BY KUDZAI KUWAZA
THE Reserve Bank of Zimbabwe (RBZ) has ruled out using an interbank-driven exchange rate, saying a rate determined at the foreign currency auction system would remain in force.
An interbank rate is the interest rate charged on short-term loans between banks.
Banks may borrow or lend money among themselves to ensure that they have enough liquidity for their immediate needs, or to get rid of excess liquidity.
Business recently suggested that the exchange rate must be determined by this rate, instead of the auction system.
However, speaking during a CEO Africa Roundtable meeting in Harare yesterday, RBZ governor John Mangudya said the auction system, which was set up in June 2020 to provide cheaper foreign currency to business, would continue determining the official exchange rate.
“Many people have advocated for the interbank but the weakness of the interbank in this country is that banks do not trade among themselves because of many factors,” Mangudya said.
“We think that for now, for your planning purposes, let us plan using the auction system,” added the RBZ governor.
He said the RBZ would refine the auction system in order to improve its operations, along with efforts to make sure all funds allotted during auctions are disbursed within two weeks.
Firms participating at the auction system have been affected by delays, which have impacted their capacity to import raw materials, spares and equipment.
In mid-2021, the Confederation of Zimbabwe Industries said participants had not received about US$200 million.
“We are going to take appropriate measures to ensure that foreign currency allotments are settled timeously and ensure that discipline in the economy is enforced,” Mangudya told the meeting.
The central bank governor will unveil his plans in the first-half monetary policy statement, which he said would be presented on February 8.
Mangudya said about 70% of the US$1,7 billion which was allotted through the foreign currency auction system last year had gone to the productive sectors of the economy.
He said as a result of the funding, there had been an 80% increase in the availability of local goods on the market.
He said capacity utilisation in Zimbabwe’s industries had also improved.
The RBZ governor said through incentives availed by the central bank, gold deliveries increased to 29 tonnes last year, from 19 tonnes in 2020.
He said Zimbabwe was targeting gold deliveries to rise to between 35 and 40 tonnes this year.
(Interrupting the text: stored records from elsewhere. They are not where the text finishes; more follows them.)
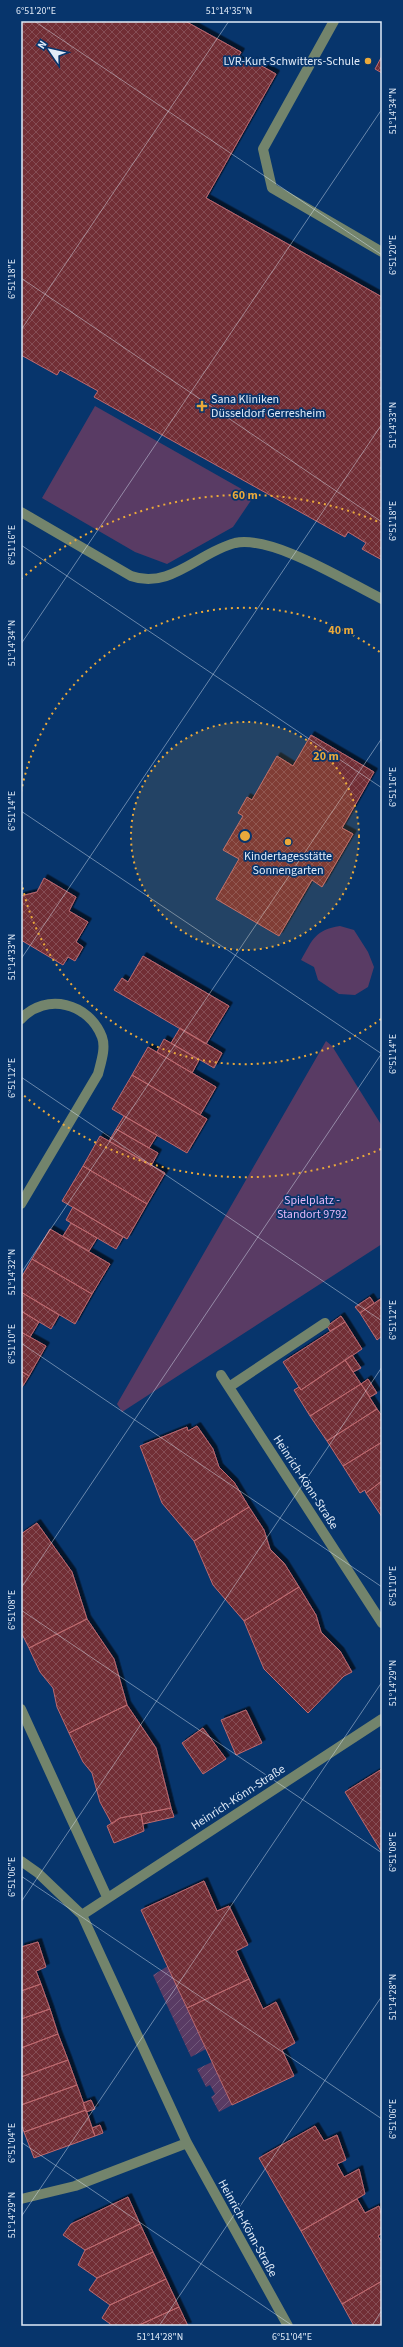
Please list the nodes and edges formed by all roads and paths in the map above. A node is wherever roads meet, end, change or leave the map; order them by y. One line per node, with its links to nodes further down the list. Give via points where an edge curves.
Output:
1 (334, 21): 2 (street, via 263,149 272,188)
2 (382, 252)
3 (21, 512): 4 (street, via 131,576 143,580 171,574 236,543 263,544 291,553)
4 (382, 599)
5 (21, 1019): 6 (street, via 43,1004 62,1003 81,1010 94,1023 102,1038 103,1054 98,1074)
6 (21, 1204)
7 (325, 1323): 9 (street)
8 (221, 1375): 9 (street, Heinrich-Könn-Straße)
9 (229, 1387): 10 (street, Heinrich-Könn-Straße)
10 (382, 1623)
11 (21, 1709): 14 (street)
12 (382, 1719): 14 (street, Heinrich-Könn-Straße)
13 (21, 1861): 15 (street, Heinrich-Könn-Straße, via 45,1879)
14 (107, 1897): 15 (street, Heinrich-Könn-Straße)
15 (82, 1915): 16 (street, Heinrich-Könn-Straße)
16 (187, 2143): 17 (street, via 75,2186); 18 (street, Heinrich-Könn-Straße)
17 (21, 2199)
18 (288, 2326)

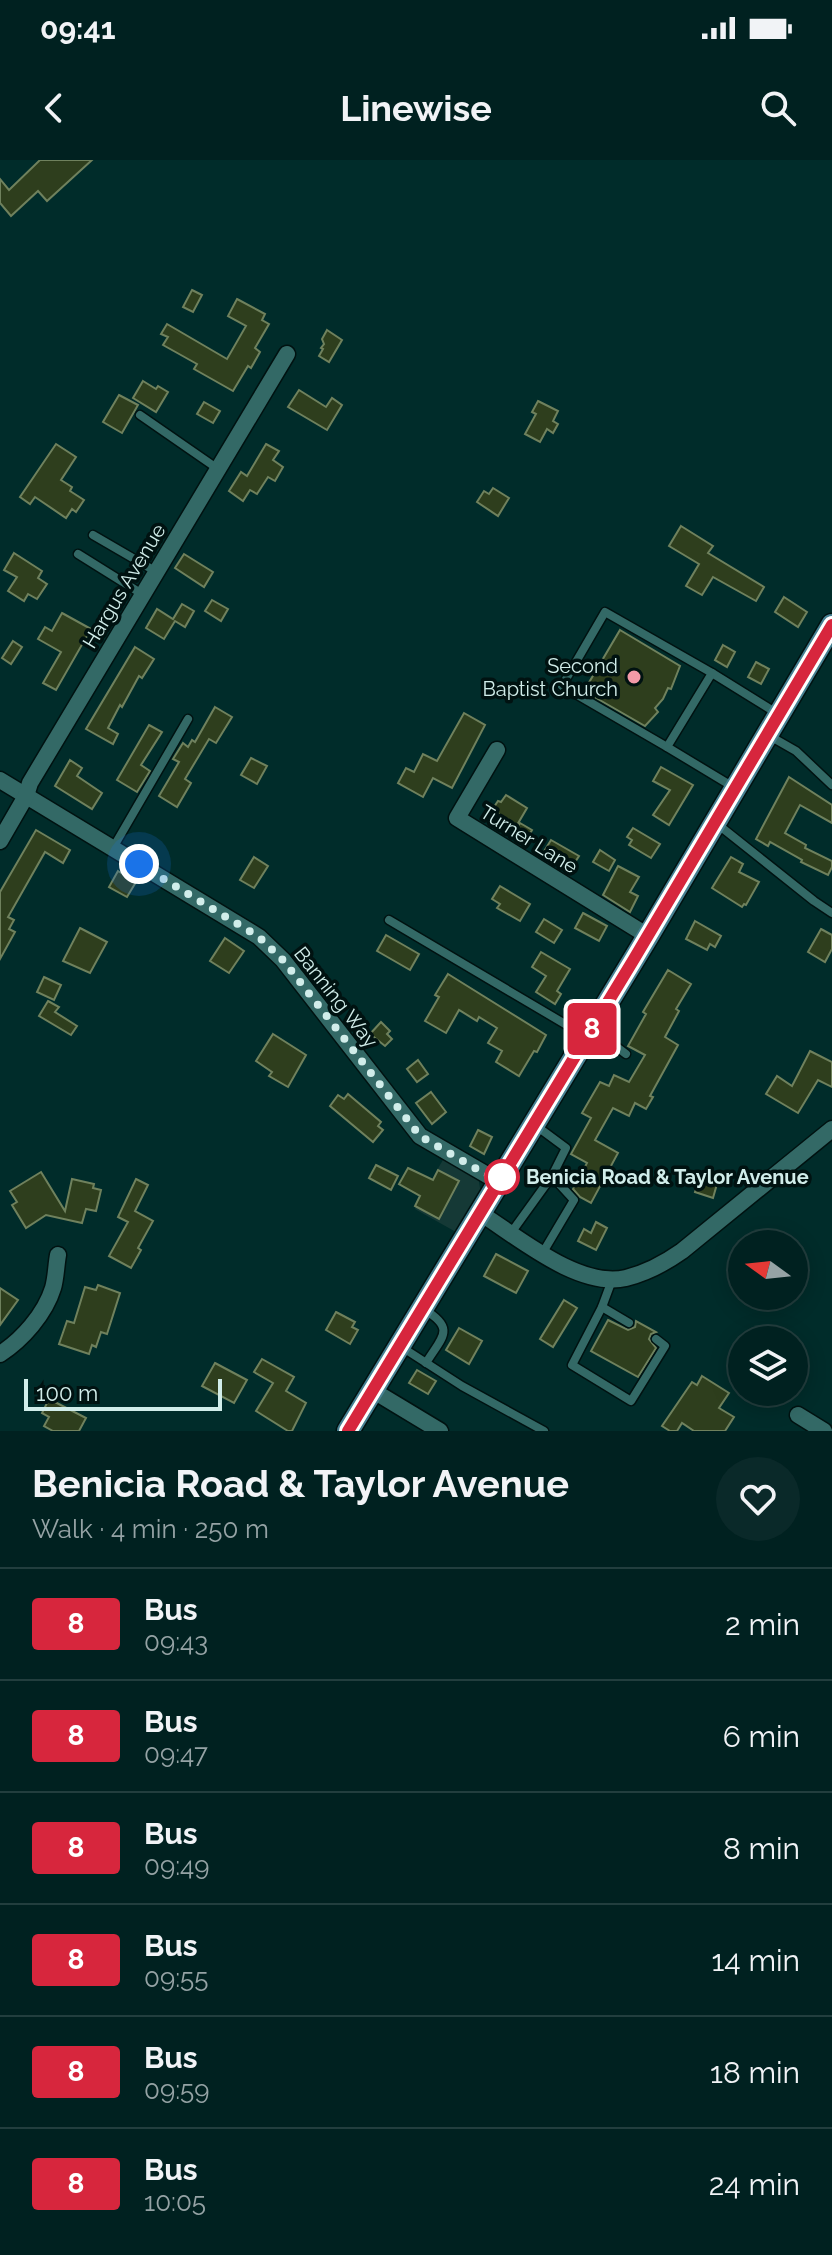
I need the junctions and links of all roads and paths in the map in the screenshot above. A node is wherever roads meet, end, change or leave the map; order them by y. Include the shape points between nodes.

Industry and Commerce minister Sekai Nzenza confirmed that there had been significant improvement in industrial performance in the past year.
“I am pleased to see that the auction system enabled a number of companies to access raw materials,” Nzenza said.
“We will continue to have dialogue with the private sector. We will continue to listen and we will continue to work together to ensure that the ease of doing business that we are talking about is a reality and when we talk about Zimbabwe being open for business it is also a reality,” she said.